* [Data to use]:
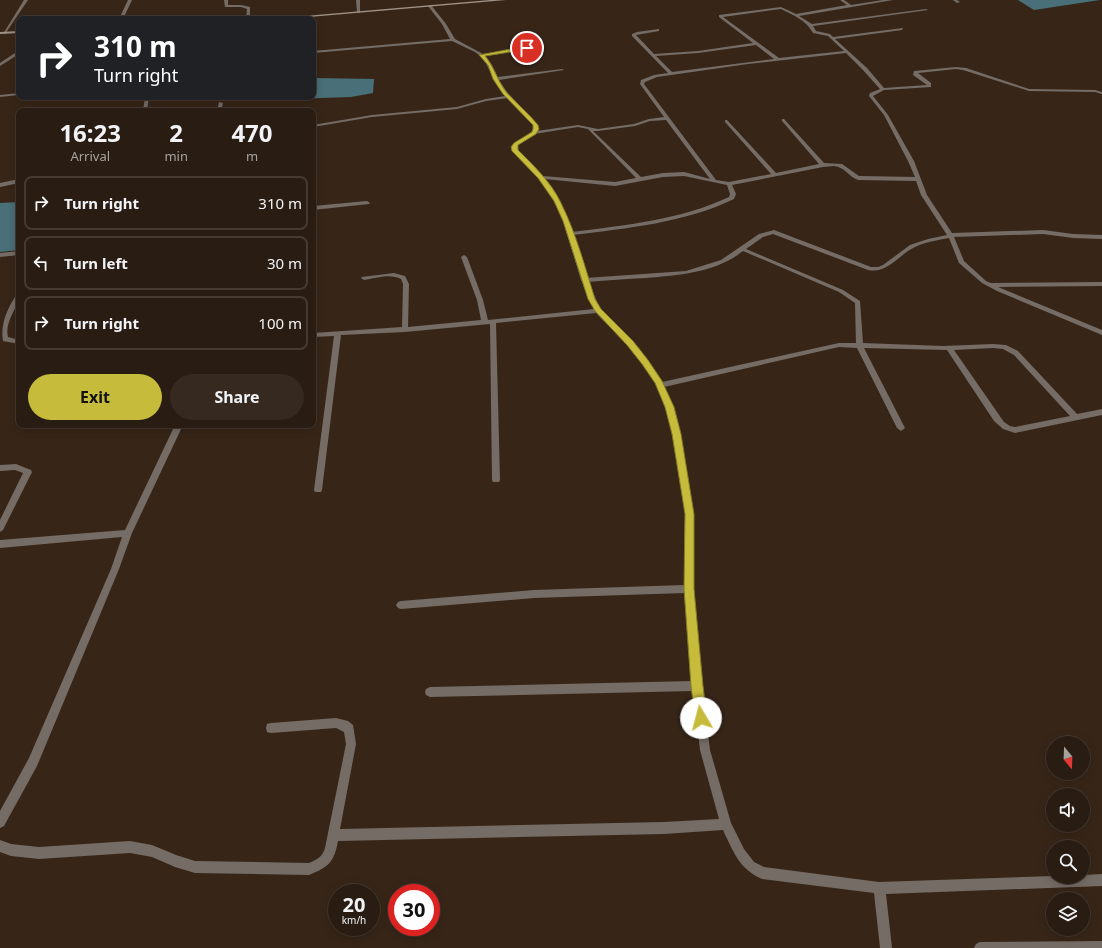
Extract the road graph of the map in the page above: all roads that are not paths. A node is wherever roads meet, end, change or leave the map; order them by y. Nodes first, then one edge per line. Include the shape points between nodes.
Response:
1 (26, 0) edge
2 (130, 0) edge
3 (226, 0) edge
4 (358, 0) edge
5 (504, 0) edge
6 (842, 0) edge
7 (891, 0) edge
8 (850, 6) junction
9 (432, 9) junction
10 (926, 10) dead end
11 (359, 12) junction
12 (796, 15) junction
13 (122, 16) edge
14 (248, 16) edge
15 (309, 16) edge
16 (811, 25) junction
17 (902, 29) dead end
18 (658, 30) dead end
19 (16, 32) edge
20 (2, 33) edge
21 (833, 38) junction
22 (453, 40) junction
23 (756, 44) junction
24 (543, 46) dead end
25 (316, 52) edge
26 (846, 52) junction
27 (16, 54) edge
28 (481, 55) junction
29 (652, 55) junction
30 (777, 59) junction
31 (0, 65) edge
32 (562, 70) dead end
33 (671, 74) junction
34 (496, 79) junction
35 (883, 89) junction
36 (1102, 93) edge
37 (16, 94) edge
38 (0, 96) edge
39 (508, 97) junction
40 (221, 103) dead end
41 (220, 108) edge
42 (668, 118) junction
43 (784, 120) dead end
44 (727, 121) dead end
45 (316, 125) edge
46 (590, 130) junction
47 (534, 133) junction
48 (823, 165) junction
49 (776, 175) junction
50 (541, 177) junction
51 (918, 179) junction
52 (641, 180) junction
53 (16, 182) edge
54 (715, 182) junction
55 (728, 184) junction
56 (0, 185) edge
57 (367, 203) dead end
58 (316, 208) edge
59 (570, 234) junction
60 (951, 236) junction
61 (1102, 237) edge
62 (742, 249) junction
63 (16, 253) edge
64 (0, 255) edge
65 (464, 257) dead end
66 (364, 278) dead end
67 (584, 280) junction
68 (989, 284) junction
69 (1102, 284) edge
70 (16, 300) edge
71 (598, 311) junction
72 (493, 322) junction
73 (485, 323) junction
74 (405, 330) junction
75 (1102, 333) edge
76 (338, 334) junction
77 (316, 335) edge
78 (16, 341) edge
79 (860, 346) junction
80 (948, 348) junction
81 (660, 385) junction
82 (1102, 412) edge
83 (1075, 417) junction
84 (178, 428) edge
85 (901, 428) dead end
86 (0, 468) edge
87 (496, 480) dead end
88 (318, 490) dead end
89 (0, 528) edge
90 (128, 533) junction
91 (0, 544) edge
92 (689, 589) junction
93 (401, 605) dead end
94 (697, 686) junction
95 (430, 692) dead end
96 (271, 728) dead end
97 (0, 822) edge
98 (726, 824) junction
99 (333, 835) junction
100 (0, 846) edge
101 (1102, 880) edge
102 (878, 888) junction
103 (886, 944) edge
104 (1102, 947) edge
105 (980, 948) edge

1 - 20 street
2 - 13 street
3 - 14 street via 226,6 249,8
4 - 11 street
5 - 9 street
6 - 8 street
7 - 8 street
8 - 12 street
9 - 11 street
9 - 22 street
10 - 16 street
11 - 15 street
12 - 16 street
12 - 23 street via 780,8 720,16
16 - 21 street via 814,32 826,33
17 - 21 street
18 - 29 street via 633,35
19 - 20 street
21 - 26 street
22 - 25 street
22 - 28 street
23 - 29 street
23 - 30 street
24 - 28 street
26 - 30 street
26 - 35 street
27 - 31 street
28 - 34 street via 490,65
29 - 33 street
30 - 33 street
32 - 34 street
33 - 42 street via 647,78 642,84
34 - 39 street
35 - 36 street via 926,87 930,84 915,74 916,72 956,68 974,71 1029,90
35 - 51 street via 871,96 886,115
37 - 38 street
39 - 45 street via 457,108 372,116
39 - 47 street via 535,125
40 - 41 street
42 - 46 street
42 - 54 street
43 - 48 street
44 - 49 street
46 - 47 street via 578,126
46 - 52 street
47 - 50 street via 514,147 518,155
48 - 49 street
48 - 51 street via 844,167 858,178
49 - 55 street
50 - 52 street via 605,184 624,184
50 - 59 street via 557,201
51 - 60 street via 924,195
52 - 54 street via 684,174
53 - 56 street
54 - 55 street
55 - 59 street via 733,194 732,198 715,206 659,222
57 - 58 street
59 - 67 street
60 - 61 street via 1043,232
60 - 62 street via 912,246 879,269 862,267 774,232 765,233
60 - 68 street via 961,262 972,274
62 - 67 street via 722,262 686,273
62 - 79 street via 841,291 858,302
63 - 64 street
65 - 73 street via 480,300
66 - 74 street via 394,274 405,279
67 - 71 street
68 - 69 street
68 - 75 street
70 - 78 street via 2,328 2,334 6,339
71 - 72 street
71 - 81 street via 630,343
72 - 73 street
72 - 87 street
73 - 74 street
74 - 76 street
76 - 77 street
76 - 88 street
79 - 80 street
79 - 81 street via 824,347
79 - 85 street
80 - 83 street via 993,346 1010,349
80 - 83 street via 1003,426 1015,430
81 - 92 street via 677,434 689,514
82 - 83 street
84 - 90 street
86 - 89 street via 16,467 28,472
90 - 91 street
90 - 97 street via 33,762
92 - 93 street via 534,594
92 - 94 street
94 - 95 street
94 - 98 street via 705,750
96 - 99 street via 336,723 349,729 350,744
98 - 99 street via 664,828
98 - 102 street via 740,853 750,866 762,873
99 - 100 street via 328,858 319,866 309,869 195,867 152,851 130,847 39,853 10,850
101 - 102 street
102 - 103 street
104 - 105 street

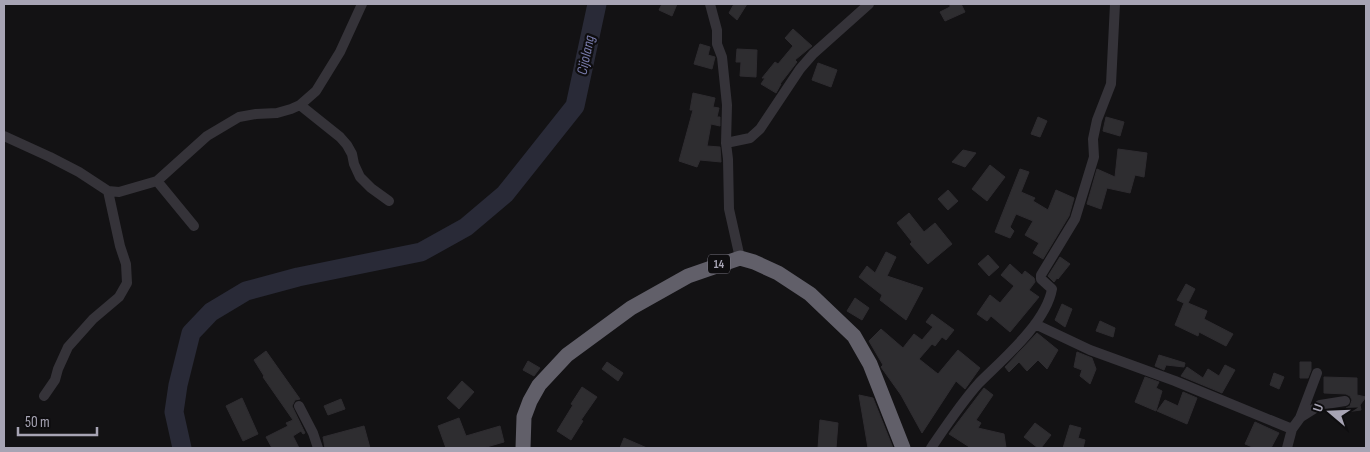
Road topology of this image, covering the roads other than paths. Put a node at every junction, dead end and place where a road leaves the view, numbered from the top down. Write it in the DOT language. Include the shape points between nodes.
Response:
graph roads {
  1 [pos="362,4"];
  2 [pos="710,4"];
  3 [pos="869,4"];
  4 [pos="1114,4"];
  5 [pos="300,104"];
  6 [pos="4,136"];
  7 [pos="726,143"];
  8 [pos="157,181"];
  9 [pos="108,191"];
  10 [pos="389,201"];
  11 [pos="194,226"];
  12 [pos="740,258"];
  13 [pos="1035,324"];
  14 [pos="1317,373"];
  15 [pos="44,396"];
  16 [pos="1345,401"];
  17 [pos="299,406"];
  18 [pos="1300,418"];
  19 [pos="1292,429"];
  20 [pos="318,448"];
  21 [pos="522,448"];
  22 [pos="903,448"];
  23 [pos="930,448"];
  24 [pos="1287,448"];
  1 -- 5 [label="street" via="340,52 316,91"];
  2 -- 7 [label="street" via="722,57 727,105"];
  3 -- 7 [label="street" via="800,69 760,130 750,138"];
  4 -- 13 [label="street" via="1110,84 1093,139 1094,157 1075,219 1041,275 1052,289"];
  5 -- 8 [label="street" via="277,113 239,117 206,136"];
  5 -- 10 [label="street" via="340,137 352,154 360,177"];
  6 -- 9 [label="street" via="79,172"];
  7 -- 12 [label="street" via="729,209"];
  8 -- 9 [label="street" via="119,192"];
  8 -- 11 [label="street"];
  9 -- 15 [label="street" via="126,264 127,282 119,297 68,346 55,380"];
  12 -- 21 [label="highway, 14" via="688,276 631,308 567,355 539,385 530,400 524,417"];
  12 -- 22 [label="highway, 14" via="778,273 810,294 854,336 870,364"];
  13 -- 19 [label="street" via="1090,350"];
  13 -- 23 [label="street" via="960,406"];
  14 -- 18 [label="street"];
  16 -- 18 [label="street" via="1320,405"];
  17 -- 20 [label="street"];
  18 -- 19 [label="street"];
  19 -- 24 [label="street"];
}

* [Task to carry out]:
Please transcribe the material above exactly as written. Leave the pictures out.

* [Task solution]:
Extract the road graph of the map in the page above: all roads that are not paths. A node is wherever roads meet, end, change or leave the map; order them by y. Nodes first, then one edge per line. Include the shape points between nodes.
Response:
1 (26, 0) edge
2 (130, 0) edge
3 (226, 0) edge
4 (358, 0) edge
5 (504, 0) edge
6 (842, 0) edge
7 (891, 0) edge
8 (850, 6) junction
9 (432, 9) junction
10 (926, 10) dead end
11 (359, 12) junction
12 (796, 15) junction
13 (122, 16) edge
14 (248, 16) edge
15 (309, 16) edge
16 (811, 25) junction
17 (902, 29) dead end
18 (658, 30) dead end
19 (16, 32) edge
20 (2, 33) edge
21 (833, 38) junction
22 (453, 40) junction
23 (756, 44) junction
24 (543, 46) dead end
25 (316, 52) edge
26 (846, 52) junction
27 (16, 54) edge
28 (481, 55) junction
29 (652, 55) junction
30 (777, 59) junction
31 (0, 65) edge
32 (562, 70) dead end
33 (671, 74) junction
34 (496, 79) junction
35 (883, 89) junction
36 (1102, 93) edge
37 (16, 94) edge
38 (0, 96) edge
39 (508, 97) junction
40 (221, 103) dead end
41 (220, 108) edge
42 (668, 118) junction
43 (784, 120) dead end
44 (727, 121) dead end
45 (316, 125) edge
46 (590, 130) junction
47 (534, 133) junction
48 (823, 165) junction
49 (776, 175) junction
50 (541, 177) junction
51 (918, 179) junction
52 (641, 180) junction
53 (16, 182) edge
54 (715, 182) junction
55 (728, 184) junction
56 (0, 185) edge
57 (367, 203) dead end
58 (316, 208) edge
59 (570, 234) junction
60 (951, 236) junction
61 (1102, 237) edge
62 (742, 249) junction
63 (16, 253) edge
64 (0, 255) edge
65 (464, 257) dead end
66 (364, 278) dead end
67 (584, 280) junction
68 (989, 284) junction
69 (1102, 284) edge
70 (16, 300) edge
71 (598, 311) junction
72 (493, 322) junction
73 (485, 323) junction
74 (405, 330) junction
75 (1102, 333) edge
76 (338, 334) junction
77 (316, 335) edge
78 (16, 341) edge
79 (860, 346) junction
80 (948, 348) junction
81 (660, 385) junction
82 (1102, 412) edge
83 (1075, 417) junction
84 (178, 428) edge
85 (901, 428) dead end
86 (0, 468) edge
87 (496, 480) dead end
88 (318, 490) dead end
89 (0, 528) edge
90 (128, 533) junction
91 (0, 544) edge
92 (689, 589) junction
93 (401, 605) dead end
94 (697, 686) junction
95 (430, 692) dead end
96 (271, 728) dead end
97 (0, 822) edge
98 (726, 824) junction
99 (333, 835) junction
100 (0, 846) edge
101 (1102, 880) edge
102 (878, 888) junction
103 (886, 944) edge
104 (1102, 947) edge
105 (980, 948) edge

1 - 20 street
2 - 13 street
3 - 14 street via 226,6 249,8
4 - 11 street
5 - 9 street
6 - 8 street
7 - 8 street
8 - 12 street
9 - 11 street
9 - 22 street
10 - 16 street
11 - 15 street
12 - 16 street
12 - 23 street via 780,8 720,16
16 - 21 street via 814,32 826,33
17 - 21 street
18 - 29 street via 633,35
19 - 20 street
21 - 26 street
22 - 25 street
22 - 28 street
23 - 29 street
23 - 30 street
24 - 28 street
26 - 30 street
26 - 35 street
27 - 31 street
28 - 34 street via 490,65
29 - 33 street
30 - 33 street
32 - 34 street
33 - 42 street via 647,78 642,84
34 - 39 street
35 - 36 street via 926,87 930,84 915,74 916,72 956,68 974,71 1029,90
35 - 51 street via 871,96 886,115
37 - 38 street
39 - 45 street via 457,108 372,116
39 - 47 street via 535,125
40 - 41 street
42 - 46 street
42 - 54 street
43 - 48 street
44 - 49 street
46 - 47 street via 578,126
46 - 52 street
47 - 50 street via 514,147 518,155
48 - 49 street
48 - 51 street via 844,167 858,178
49 - 55 street
50 - 52 street via 605,184 624,184
50 - 59 street via 557,201
51 - 60 street via 924,195
52 - 54 street via 684,174
53 - 56 street
54 - 55 street
55 - 59 street via 733,194 732,198 715,206 659,222
57 - 58 street
59 - 67 street
60 - 61 street via 1043,232
60 - 62 street via 912,246 879,269 862,267 774,232 765,233
60 - 68 street via 961,262 972,274
62 - 67 street via 722,262 686,273
62 - 79 street via 841,291 858,302
63 - 64 street
65 - 73 street via 480,300
66 - 74 street via 394,274 405,279
67 - 71 street
68 - 69 street
68 - 75 street
70 - 78 street via 2,328 2,334 6,339
71 - 72 street
71 - 81 street via 630,343
72 - 73 street
72 - 87 street
73 - 74 street
74 - 76 street
76 - 77 street
76 - 88 street
79 - 80 street
79 - 81 street via 824,347
79 - 85 street
80 - 83 street via 993,346 1010,349
80 - 83 street via 1003,426 1015,430
81 - 92 street via 677,434 689,514
82 - 83 street
84 - 90 street
86 - 89 street via 16,467 28,472
90 - 91 street
90 - 97 street via 33,762
92 - 93 street via 534,594
92 - 94 street
94 - 95 street
94 - 98 street via 705,750
96 - 99 street via 336,723 349,729 350,744
98 - 99 street via 664,828
98 - 102 street via 740,853 750,866 762,873
99 - 100 street via 328,858 319,866 309,869 195,867 152,851 130,847 39,853 10,850
101 - 102 street
102 - 103 street
104 - 105 street

Road topology of this image, covering the roads other than paths. Put a node at every junction, dead end and place where a road leaves the view, numbered from the top down. Write it in the DOT language. Include the shape points between nodes.
Response:
graph roads {
  1 [pos="362,4"];
  2 [pos="710,4"];
  3 [pos="869,4"];
  4 [pos="1114,4"];
  5 [pos="300,104"];
  6 [pos="4,136"];
  7 [pos="726,143"];
  8 [pos="157,181"];
  9 [pos="108,191"];
  10 [pos="389,201"];
  11 [pos="194,226"];
  12 [pos="740,258"];
  13 [pos="1035,324"];
  14 [pos="1317,373"];
  15 [pos="44,396"];
  16 [pos="1345,401"];
  17 [pos="299,406"];
  18 [pos="1300,418"];
  19 [pos="1292,429"];
  20 [pos="318,448"];
  21 [pos="522,448"];
  22 [pos="903,448"];
  23 [pos="930,448"];
  24 [pos="1287,448"];
  1 -- 5 [label="street" via="340,52 316,91"];
  2 -- 7 [label="street" via="722,57 727,105"];
  3 -- 7 [label="street" via="800,69 760,130 750,138"];
  4 -- 13 [label="street" via="1110,84 1093,139 1094,157 1075,219 1041,275 1052,289"];
  5 -- 8 [label="street" via="277,113 239,117 206,136"];
  5 -- 10 [label="street" via="340,137 352,154 360,177"];
  6 -- 9 [label="street" via="79,172"];
  7 -- 12 [label="street" via="729,209"];
  8 -- 9 [label="street" via="119,192"];
  8 -- 11 [label="street"];
  9 -- 15 [label="street" via="126,264 127,282 119,297 68,346 55,380"];
  12 -- 21 [label="highway, 14" via="688,276 631,308 567,355 539,385 530,400 524,417"];
  12 -- 22 [label="highway, 14" via="778,273 810,294 854,336 870,364"];
  13 -- 19 [label="street" via="1090,350"];
  13 -- 23 [label="street" via="960,406"];
  14 -- 18 [label="street"];
  16 -- 18 [label="street" via="1320,405"];
  17 -- 20 [label="street"];
  18 -- 19 [label="street"];
  19 -- 24 [label="street"];
}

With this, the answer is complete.